How to complete this task: Scan the data for lines with "Maciel" and report the count by itself.

Data provided:
# # # # # # #

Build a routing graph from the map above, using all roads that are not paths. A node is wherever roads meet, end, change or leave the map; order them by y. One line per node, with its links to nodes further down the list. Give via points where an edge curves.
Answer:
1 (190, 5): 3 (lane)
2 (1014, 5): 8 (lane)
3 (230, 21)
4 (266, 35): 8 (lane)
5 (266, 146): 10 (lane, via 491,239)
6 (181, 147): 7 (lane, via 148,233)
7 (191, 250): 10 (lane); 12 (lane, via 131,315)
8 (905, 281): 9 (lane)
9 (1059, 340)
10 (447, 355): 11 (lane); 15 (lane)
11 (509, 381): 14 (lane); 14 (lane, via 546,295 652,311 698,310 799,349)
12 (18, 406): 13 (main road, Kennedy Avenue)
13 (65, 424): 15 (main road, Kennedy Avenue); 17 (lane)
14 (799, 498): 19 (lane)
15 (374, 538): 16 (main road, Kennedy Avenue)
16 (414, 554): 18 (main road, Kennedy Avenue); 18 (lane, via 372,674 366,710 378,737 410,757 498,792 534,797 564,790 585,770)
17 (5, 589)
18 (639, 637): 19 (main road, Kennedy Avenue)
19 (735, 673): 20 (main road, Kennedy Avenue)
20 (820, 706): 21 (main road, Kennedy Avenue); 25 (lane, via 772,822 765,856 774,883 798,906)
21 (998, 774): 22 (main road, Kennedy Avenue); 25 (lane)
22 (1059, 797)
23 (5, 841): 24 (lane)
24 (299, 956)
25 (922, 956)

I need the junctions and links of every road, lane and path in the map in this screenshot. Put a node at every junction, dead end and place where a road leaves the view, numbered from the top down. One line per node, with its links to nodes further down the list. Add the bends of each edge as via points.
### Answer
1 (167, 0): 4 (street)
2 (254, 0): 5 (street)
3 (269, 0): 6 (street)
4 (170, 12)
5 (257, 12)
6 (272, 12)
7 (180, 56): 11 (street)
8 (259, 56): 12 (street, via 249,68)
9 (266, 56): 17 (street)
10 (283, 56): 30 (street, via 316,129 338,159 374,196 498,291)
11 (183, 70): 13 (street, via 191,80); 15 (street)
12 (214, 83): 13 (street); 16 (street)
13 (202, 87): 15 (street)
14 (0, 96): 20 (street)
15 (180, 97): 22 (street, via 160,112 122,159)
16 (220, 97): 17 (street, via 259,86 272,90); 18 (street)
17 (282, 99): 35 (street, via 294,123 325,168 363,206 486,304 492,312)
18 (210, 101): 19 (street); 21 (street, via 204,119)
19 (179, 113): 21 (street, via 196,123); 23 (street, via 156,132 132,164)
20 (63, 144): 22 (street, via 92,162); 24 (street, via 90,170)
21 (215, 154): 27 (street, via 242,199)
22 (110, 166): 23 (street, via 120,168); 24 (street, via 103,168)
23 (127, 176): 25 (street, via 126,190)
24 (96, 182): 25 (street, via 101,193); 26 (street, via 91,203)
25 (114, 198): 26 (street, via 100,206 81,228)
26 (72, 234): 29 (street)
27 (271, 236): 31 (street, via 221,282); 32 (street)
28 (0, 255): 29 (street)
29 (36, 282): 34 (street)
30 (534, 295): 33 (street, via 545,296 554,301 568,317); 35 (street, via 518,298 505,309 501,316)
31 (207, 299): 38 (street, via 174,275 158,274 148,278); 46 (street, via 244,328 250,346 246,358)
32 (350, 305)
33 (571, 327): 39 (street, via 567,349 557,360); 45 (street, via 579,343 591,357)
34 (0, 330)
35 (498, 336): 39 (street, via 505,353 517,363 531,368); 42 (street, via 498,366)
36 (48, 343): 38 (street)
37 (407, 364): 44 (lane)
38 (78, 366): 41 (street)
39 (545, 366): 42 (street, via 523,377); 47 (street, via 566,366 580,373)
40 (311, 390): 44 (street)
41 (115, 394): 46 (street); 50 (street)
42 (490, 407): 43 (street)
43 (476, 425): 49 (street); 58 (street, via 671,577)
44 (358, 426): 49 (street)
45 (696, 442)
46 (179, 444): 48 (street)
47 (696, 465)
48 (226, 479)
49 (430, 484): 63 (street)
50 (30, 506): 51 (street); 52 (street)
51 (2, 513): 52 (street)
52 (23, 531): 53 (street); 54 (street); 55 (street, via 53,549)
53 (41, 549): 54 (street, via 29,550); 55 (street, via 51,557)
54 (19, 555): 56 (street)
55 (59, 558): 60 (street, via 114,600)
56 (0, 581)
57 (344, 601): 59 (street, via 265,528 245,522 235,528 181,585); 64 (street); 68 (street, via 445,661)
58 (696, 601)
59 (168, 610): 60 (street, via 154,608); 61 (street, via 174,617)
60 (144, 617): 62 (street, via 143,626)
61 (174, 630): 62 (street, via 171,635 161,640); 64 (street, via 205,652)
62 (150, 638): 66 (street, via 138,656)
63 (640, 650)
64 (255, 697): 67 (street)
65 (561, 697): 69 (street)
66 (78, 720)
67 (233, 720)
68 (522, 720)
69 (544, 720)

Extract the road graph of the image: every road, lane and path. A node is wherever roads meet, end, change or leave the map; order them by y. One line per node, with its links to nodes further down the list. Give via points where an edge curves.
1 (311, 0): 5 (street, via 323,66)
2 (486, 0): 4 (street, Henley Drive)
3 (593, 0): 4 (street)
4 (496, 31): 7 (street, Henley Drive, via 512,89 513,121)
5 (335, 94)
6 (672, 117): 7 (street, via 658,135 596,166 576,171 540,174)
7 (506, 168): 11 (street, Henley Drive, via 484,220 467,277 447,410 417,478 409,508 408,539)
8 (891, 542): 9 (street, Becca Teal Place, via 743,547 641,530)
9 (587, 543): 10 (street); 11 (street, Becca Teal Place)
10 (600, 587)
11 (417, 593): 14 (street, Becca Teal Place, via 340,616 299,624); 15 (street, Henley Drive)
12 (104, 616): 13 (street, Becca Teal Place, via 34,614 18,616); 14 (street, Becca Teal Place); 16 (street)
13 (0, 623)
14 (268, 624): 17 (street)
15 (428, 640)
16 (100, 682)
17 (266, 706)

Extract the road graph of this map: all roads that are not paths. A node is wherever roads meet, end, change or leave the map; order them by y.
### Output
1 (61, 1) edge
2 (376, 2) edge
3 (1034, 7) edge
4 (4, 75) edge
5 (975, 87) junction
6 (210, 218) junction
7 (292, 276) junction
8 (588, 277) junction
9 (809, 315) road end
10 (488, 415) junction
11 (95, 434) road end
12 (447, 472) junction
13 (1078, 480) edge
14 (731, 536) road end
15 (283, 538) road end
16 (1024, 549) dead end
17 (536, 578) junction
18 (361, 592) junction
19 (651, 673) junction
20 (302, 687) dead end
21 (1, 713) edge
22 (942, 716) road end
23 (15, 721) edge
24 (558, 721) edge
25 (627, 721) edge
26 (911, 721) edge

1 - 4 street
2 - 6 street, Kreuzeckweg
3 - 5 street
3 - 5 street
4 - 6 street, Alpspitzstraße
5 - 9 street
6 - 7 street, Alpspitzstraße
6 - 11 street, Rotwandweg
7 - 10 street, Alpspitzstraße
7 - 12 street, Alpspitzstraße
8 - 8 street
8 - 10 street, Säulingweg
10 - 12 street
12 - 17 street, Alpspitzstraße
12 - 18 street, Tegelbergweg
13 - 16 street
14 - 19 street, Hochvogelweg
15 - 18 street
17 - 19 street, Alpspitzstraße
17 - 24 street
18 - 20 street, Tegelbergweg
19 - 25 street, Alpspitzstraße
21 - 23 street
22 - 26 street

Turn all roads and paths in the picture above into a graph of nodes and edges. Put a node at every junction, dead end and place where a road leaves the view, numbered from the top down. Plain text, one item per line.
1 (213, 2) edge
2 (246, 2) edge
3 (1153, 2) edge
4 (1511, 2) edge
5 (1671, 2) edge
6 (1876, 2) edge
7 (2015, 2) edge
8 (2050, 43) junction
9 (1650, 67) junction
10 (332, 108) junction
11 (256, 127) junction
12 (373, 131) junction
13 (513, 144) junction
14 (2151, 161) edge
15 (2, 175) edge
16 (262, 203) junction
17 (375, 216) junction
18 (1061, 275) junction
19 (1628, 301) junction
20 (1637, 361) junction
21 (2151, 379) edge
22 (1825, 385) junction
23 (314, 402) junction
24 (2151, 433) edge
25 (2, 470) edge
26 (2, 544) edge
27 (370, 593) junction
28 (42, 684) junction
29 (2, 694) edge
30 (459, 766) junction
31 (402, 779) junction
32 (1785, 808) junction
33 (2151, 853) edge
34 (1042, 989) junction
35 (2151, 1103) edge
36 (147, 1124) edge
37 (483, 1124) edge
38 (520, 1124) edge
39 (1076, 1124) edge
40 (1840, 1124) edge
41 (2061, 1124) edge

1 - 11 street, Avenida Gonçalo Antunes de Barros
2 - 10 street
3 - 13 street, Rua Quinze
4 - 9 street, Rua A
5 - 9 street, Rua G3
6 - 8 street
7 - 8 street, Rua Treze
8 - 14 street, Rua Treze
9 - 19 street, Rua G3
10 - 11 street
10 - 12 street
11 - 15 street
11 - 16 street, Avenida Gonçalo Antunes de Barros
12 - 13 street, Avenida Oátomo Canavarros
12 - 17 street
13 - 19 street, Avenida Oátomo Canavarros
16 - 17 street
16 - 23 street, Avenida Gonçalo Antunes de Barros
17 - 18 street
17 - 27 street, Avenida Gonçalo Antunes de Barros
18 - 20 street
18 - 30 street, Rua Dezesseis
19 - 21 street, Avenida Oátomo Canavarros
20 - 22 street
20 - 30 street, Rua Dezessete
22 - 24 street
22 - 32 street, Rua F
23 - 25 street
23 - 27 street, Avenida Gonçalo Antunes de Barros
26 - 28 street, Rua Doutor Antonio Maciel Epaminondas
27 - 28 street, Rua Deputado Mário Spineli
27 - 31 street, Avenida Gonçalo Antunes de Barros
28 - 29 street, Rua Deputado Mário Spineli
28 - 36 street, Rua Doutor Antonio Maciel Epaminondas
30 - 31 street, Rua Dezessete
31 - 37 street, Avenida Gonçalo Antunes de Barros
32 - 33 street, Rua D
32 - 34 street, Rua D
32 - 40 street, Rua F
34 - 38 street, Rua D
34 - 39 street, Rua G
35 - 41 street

# # # # # # #

Problem solution: 2